■ WHAT NEEDS TO BE DONE
Within the data below, find the string "nodes" and return each line where it occurs.

++++ MATERIAL TO PROCESS

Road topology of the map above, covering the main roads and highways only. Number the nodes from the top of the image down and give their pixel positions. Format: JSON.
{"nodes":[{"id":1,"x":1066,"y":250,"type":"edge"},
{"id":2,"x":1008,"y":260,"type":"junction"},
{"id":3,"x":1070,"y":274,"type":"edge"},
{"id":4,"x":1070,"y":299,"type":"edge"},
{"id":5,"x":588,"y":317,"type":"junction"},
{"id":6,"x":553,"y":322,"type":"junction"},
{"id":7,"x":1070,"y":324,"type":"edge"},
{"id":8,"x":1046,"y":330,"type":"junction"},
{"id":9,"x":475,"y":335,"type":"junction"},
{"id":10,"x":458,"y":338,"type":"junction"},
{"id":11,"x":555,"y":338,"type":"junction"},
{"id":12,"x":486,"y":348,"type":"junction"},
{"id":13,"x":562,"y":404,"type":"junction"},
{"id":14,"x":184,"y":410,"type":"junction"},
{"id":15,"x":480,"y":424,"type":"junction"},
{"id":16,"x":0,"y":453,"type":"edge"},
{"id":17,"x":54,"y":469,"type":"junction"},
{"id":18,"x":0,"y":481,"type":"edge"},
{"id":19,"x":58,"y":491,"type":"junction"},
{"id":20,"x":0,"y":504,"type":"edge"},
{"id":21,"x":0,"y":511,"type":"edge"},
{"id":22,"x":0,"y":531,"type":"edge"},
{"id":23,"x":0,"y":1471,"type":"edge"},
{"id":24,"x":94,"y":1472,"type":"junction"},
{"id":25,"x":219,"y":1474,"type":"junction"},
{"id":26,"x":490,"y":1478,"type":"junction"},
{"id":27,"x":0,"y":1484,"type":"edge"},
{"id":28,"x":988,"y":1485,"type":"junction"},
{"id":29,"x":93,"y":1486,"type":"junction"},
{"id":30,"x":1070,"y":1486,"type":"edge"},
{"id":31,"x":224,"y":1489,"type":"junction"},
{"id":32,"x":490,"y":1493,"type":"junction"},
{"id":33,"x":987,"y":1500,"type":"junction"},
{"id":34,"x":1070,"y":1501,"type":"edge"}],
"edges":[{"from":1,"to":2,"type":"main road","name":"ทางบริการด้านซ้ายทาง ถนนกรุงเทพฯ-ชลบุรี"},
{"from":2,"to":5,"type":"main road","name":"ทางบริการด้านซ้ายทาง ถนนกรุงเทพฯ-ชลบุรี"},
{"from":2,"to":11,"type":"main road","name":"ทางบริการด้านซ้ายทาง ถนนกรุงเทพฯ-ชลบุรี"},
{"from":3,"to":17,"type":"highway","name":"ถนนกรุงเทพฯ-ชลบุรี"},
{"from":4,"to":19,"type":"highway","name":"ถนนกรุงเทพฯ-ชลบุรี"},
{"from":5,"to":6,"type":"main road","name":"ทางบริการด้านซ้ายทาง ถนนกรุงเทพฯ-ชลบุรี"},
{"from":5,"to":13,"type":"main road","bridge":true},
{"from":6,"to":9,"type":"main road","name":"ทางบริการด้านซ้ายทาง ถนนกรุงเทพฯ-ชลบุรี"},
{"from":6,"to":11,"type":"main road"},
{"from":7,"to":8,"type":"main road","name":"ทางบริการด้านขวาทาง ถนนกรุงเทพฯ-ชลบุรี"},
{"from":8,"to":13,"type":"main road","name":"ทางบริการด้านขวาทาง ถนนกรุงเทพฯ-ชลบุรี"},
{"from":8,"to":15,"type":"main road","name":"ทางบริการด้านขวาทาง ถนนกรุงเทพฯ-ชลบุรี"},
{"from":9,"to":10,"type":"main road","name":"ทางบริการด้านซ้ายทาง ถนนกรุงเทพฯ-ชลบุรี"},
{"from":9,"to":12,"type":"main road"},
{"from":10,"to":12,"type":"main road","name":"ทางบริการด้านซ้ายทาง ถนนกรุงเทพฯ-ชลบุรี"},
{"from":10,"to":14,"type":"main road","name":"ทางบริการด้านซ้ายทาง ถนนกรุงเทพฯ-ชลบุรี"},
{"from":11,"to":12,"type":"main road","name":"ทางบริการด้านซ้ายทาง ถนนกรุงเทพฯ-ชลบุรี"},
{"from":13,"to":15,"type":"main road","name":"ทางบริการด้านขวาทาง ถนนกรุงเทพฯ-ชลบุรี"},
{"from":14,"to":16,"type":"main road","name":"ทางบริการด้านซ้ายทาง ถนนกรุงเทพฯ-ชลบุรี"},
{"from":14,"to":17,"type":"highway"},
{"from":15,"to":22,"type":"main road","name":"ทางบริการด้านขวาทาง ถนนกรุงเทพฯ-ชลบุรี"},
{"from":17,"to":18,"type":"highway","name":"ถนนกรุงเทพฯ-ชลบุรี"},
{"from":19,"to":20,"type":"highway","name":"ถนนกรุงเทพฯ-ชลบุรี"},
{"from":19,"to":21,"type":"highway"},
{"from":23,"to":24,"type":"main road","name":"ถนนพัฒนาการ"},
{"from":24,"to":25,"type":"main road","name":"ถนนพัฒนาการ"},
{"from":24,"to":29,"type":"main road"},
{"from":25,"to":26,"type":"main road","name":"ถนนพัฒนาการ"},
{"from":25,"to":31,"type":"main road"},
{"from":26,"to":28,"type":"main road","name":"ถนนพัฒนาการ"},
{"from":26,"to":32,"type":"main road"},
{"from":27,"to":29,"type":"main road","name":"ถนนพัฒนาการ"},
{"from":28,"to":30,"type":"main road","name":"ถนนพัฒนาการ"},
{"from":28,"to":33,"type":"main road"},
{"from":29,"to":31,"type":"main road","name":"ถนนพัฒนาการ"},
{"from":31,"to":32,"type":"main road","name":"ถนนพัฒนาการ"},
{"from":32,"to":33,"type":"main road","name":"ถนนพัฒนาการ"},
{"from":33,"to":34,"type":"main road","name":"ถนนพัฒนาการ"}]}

++++++++

■ RESULT OF THIS TASK
Road topology of the map above, covering the main roads and highways only. Number the nodes from the top of the image down and give their pixel positions. Format: JSON.
{"nodes":[{"id":1,"x":1066,"y":250,"type":"edge"},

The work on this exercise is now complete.